The style subject to the most heated criticism, however, was what contemporaries somewhat pejoratively labeled the California-colonial or Hollywood style. Arturo Sotomayor found little to commend about it, viewing its as "a species of excema on the urban skin of the city."110 Vázquez Mellado was harsher still, labeling them "enormous antifunctional, uncomfortable, antiesthetic and anti-everything houses" in which "those who made them would perceive themselves to be as Louis XIV was in Versailles."111 Mauricio Gómez Mayorga, at that time an architecture student, noted with exasperation that this style spread between 1926 and 1930 "like a cancer all around the Hipódromo suburbs." Mexico, he thought, could have turned its attention to the new European architecture; instead, it embraced "the amusing sophistication of a colonial style invented by the vulgar and uncultured prosperity of Hollywood."112

Obregón Santacilia offered the following scathing attack on this style, it is the most hybrid and disgraceful style that has been used in Mexico; it proceeds from the Mexican architecture of the hacienda and pueblo homes, it went to the South of the United States, and it was smartened up in California. . . there mixed with Italian and Spanish styles for whose fabrication existed large workshops in which are made casts of Salamancan keystones with fawns' heads, niches, remates of all sizes, more or less overloaded according to the piece and with all the vivid compositions were made in San Diego and Santa Monica; from there it returned to Mexico and the Latinos dedicated themselves to copying it. . . from magazines instead of making a trip to the Mexican pueblos and identifying with the real thing.113

In brief, these development announced the emergence of a new capitalist class,114  whose actions would alter expressions of national identity. The styles in which they chose to build and thus leave their mark on the built environment had none of the historical links of the neo-colonial, nor the notion that the Revolution provided the nation with the opportunity to look back into its past for a true national essence. Their choices did not reflect the concern for social justice or desire for sincerity and honesty in construction inherent in Mexican functionalism, nor its perception that the Revolution had provided the nation with an access to modernity. Instead, what was happening in Lomas de Chapultepec and other settlements of the newly rich seemed to mirror the process of personal enrichment so prevalent during the Porfiriato.

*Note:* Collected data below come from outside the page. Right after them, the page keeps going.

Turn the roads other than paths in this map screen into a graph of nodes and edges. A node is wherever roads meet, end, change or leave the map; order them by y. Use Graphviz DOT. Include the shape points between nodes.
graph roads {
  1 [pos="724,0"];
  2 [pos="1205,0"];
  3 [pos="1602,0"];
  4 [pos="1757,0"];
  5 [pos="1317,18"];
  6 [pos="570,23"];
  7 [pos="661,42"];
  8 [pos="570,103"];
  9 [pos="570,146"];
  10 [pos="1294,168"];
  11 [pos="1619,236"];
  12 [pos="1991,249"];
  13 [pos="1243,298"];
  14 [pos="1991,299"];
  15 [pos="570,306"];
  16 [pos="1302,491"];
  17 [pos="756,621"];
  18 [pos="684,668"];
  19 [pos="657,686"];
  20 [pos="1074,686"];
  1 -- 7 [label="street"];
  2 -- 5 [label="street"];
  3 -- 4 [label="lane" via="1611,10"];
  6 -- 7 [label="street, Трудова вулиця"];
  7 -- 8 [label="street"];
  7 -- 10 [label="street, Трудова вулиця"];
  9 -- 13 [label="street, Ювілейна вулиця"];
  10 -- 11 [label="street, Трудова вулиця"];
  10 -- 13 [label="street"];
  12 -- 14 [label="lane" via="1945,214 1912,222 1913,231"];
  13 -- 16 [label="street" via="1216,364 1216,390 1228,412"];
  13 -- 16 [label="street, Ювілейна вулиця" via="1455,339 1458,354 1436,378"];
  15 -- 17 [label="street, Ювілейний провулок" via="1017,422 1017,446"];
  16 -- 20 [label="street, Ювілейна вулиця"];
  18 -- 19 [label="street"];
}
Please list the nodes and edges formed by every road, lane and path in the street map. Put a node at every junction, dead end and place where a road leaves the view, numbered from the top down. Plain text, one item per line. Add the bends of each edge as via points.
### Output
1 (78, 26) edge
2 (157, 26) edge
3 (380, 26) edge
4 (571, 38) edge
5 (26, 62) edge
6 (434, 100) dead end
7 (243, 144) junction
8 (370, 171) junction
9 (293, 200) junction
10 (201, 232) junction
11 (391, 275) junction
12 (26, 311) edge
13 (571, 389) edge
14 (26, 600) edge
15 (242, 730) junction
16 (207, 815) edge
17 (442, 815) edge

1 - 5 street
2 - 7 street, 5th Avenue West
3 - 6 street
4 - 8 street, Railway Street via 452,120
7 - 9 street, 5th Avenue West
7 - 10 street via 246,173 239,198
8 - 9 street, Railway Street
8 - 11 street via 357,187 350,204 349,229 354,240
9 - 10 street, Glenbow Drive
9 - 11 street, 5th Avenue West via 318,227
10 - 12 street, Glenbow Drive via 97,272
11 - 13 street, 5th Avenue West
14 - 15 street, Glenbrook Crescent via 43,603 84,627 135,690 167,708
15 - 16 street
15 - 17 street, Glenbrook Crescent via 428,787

Further, the popularity of the California-colonial home indicated that the upper class was consuming another imported product, indicative of its propensity to identify with foreign tastes and identities. Another Invasion from the North The construction of a national identity in the aftermath of revolution is not an easy task. The former consensus had been forcibly removed, and a new tacit agreement as to how the new nationalism should be constituted had not yet been achieved. The Mexico of the 1920s was no longer the same society which had celebrated the centennial of its independence with elaborate banquets, with foreign dignitaries toasting Porfirian order, peace and progress with Cordon Rouge champagne and Martell cognac by the hundreds of cases.115 Yet a new identity was slow to form.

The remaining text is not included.